By David Michael Newstead.
Local DC comedian Eva Mozena Brandon gets serious as we discuss the world of comedy. Our conversation is below and you can see Eva at the DC Improv on May 2nd.
David Newstead: What do you think representations (like Marvelous Mrs. Maisel among other shows) of standup comedy get right and what are they missing?
Eva Mozena Brandon: Here’s the thing about portraying comedy: you can’t really do it without comedians because that would be sloppy. I think that’s fortunate because the lens ends up being quirky and raw, which I tell myself is the reason that people watch comedy in the first place – right? Live performance is rough around the edges and that’s pretty relatable; unless you’re totally bombing but honestly I think it’s fair to say that’s relatable, too! It seems that for whatever reason comedy is a really popular art form right now, so I sort of like that it’s being examined and seen as a craft worthy of exploring. Personally I think this is both exciting and terrifying – like someone is walking in on you in the bathroom, except that it’s my whole community and lifestyle and creative space. I love that comedians have become esteemed as a sort of public intellectual class even though we totally don’t deserve it and most of us are just regular, non-expert people with often very unconventional lives. I love that people would rather watch the news with punchlines, because let’s face it, we’re so over-saturated that we need that spoonful of sugar to get us through the news cycle these days.
I think it’s fair to say that most portrayals of comedy ring decently true because there are a lot of common factors: learning to be funny on stage, being a misfit who craves validation, writing awful jokes at the beginning, trying to have normal relationships when your whole life becomes an endless pattern of waiting in the back of the bar to perform while other people are on dates, that weird look from your friends and family when they realize that you spent an hour writing a line about socks and feel very seriously about it; the innumerable crappy open mics.

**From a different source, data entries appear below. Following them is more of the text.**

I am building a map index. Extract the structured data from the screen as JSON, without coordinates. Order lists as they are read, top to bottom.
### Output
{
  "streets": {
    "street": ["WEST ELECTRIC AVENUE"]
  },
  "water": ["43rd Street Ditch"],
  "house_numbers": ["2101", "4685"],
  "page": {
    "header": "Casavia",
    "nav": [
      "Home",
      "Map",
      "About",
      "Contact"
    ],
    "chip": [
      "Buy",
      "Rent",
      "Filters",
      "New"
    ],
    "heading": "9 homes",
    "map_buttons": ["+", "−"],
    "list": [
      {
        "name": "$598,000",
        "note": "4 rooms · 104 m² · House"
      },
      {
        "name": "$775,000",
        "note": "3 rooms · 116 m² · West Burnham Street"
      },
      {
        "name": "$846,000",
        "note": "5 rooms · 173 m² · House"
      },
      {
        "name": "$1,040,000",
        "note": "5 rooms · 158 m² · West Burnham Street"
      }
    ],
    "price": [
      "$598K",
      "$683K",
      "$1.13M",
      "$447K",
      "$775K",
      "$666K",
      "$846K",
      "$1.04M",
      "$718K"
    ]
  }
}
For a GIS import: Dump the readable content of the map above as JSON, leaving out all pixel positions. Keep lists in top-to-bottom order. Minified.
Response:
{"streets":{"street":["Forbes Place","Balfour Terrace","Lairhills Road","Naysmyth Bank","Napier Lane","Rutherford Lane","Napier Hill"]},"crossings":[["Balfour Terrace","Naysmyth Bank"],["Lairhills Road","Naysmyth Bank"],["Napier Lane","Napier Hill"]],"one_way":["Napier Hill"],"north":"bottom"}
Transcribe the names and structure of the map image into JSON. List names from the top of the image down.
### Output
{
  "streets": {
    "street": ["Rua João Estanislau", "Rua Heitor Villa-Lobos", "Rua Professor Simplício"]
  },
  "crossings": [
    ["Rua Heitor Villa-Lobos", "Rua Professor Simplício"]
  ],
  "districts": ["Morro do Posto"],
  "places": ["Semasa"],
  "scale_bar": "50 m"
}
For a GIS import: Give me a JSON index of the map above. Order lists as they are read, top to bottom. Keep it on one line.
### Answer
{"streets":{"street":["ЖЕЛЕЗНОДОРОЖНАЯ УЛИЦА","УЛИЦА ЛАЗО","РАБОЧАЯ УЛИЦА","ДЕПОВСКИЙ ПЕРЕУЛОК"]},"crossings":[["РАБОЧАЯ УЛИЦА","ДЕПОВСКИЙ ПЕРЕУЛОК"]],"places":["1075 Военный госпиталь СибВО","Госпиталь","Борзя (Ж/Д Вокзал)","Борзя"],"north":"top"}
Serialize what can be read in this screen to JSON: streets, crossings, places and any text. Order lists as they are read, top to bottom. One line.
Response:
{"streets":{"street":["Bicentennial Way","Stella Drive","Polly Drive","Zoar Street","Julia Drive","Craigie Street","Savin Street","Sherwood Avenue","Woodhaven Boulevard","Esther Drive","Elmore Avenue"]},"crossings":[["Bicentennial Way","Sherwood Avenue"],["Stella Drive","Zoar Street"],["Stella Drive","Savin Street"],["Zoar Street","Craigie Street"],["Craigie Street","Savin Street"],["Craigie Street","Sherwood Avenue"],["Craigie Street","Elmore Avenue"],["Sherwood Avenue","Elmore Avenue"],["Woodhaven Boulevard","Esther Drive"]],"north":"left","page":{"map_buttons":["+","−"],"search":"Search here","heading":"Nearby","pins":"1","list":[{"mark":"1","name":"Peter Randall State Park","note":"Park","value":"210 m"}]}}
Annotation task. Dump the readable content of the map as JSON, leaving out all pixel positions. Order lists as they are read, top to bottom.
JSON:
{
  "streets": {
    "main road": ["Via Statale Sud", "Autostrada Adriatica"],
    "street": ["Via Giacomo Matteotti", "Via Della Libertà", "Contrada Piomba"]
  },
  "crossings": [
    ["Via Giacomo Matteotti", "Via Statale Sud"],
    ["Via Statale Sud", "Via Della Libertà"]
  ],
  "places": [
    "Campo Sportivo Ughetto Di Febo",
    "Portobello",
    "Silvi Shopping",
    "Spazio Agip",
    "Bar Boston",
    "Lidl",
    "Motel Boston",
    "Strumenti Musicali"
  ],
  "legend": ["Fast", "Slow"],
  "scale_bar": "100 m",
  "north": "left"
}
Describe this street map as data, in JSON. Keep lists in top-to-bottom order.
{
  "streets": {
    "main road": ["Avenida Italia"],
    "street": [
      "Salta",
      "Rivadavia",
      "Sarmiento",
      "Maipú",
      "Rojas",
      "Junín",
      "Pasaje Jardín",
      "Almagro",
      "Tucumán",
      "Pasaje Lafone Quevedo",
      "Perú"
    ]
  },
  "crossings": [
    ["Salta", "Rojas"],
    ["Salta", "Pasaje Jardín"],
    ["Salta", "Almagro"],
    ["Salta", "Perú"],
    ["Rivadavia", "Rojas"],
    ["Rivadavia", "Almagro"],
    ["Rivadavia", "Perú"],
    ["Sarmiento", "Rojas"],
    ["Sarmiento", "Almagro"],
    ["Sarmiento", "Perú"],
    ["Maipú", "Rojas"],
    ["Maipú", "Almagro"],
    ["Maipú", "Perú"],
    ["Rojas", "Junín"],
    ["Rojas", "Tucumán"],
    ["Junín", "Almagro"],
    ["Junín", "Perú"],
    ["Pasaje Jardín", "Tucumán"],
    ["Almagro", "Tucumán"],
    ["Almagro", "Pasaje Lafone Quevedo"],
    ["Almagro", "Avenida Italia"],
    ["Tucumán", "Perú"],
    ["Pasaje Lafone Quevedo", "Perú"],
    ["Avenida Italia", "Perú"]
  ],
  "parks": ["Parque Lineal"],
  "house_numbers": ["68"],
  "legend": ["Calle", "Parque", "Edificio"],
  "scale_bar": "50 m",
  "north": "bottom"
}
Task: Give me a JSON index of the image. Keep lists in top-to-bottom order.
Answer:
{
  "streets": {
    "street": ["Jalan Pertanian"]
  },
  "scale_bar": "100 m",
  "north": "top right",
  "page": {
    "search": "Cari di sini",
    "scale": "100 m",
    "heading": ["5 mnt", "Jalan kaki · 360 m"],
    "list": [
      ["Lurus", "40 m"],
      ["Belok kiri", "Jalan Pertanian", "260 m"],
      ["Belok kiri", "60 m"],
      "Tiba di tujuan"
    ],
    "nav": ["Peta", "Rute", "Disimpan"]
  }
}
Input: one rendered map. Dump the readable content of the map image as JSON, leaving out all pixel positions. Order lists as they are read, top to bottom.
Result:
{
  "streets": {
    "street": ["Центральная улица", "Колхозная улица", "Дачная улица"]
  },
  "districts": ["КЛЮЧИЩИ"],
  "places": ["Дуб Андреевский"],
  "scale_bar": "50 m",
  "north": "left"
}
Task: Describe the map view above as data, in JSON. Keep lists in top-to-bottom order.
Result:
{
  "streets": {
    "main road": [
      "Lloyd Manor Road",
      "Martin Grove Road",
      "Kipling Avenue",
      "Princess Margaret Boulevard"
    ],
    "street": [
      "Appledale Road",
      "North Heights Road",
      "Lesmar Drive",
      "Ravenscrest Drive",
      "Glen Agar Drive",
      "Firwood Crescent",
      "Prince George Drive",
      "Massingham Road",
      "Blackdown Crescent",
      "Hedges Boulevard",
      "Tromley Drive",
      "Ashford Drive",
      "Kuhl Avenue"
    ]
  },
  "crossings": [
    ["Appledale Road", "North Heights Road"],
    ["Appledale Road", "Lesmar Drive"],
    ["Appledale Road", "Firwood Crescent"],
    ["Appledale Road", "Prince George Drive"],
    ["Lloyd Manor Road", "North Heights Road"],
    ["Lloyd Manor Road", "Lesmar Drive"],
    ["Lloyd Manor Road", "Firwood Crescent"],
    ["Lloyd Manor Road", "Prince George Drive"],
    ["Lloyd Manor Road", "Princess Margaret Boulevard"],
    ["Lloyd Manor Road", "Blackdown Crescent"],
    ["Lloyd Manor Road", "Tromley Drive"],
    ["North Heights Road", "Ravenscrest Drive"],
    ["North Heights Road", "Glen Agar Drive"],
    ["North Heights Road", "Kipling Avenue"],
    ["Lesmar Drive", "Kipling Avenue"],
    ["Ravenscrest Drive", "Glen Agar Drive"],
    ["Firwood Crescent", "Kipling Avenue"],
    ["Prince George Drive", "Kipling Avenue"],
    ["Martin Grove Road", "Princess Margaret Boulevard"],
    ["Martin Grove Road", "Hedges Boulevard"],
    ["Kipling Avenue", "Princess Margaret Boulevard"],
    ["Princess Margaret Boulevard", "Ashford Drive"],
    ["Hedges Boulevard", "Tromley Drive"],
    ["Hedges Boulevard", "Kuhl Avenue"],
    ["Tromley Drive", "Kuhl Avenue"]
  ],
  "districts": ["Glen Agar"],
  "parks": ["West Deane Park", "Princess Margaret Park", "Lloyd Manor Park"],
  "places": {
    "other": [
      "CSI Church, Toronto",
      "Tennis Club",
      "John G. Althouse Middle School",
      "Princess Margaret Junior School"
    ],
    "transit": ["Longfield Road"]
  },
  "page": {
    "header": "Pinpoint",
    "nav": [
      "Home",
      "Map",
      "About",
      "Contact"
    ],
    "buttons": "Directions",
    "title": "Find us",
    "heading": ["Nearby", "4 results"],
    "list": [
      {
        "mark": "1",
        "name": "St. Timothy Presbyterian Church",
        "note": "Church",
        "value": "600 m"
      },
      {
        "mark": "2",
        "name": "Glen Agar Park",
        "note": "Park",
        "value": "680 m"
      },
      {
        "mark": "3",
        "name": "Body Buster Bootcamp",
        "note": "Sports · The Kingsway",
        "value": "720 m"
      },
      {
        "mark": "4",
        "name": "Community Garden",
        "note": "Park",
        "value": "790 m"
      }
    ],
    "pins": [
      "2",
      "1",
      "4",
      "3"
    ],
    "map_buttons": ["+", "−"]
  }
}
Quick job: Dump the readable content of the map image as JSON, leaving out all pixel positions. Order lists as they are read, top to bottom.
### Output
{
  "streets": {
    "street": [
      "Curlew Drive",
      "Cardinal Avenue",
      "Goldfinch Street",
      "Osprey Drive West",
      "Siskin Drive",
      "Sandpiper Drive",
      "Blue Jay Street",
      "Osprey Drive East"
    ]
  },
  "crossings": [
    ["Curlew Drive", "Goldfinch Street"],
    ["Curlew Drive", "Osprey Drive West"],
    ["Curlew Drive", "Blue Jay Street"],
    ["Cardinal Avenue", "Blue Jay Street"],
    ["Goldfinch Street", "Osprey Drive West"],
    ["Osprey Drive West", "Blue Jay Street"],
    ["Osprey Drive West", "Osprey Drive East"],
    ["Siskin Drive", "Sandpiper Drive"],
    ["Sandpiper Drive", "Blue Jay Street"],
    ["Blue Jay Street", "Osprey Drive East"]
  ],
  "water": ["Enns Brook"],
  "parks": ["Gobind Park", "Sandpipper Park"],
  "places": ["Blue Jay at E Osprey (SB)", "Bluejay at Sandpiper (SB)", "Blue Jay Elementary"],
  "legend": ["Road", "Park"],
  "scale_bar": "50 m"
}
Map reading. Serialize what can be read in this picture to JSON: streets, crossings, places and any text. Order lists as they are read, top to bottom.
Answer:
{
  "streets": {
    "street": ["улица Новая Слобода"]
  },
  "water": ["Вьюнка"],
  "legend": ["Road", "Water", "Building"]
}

I love that the movie The Big Sick addressed the social experience of someone struggling to grow into himself as a person and a comedian. Every part of that movie felt very real. The one part that was less realistic was that he really, truly found love. That doesn’t always happen. I think that, more often than not, comedy is a solitary sport and a lot of your support system fades away and is replaced by a fairly competitive landscape of people who all want the same two spots at the club. You’re less likely to find your best friend and soulmate in that type of environment.
This movie is also about a man, who of course had a completely different experience of comedy from mine. It’s always fair to say, no matter what city/show/audience/booker; sexism and harassment are absolutely part of the package. It’s not unusual to find that women stop doing comedy at some point because they get tired of both. The #MeToo movement is starting to shift the tides, but in the interim a lot of us have to stand around listening to jokes that are offensive, violent, or just blatantly sexist and I’ve yet to see a portrayal of what that actually feels like to those of us who aren’t laughing. Standing through a handful of crass rape jokes every night over the course of a week definitely feels different for the non-cishet-male comedians. By the same token, I’m white and don’t have to endure the first-hand resonance of the truly ignorant, racist humor that’s very common in low-stakes artistic spaces.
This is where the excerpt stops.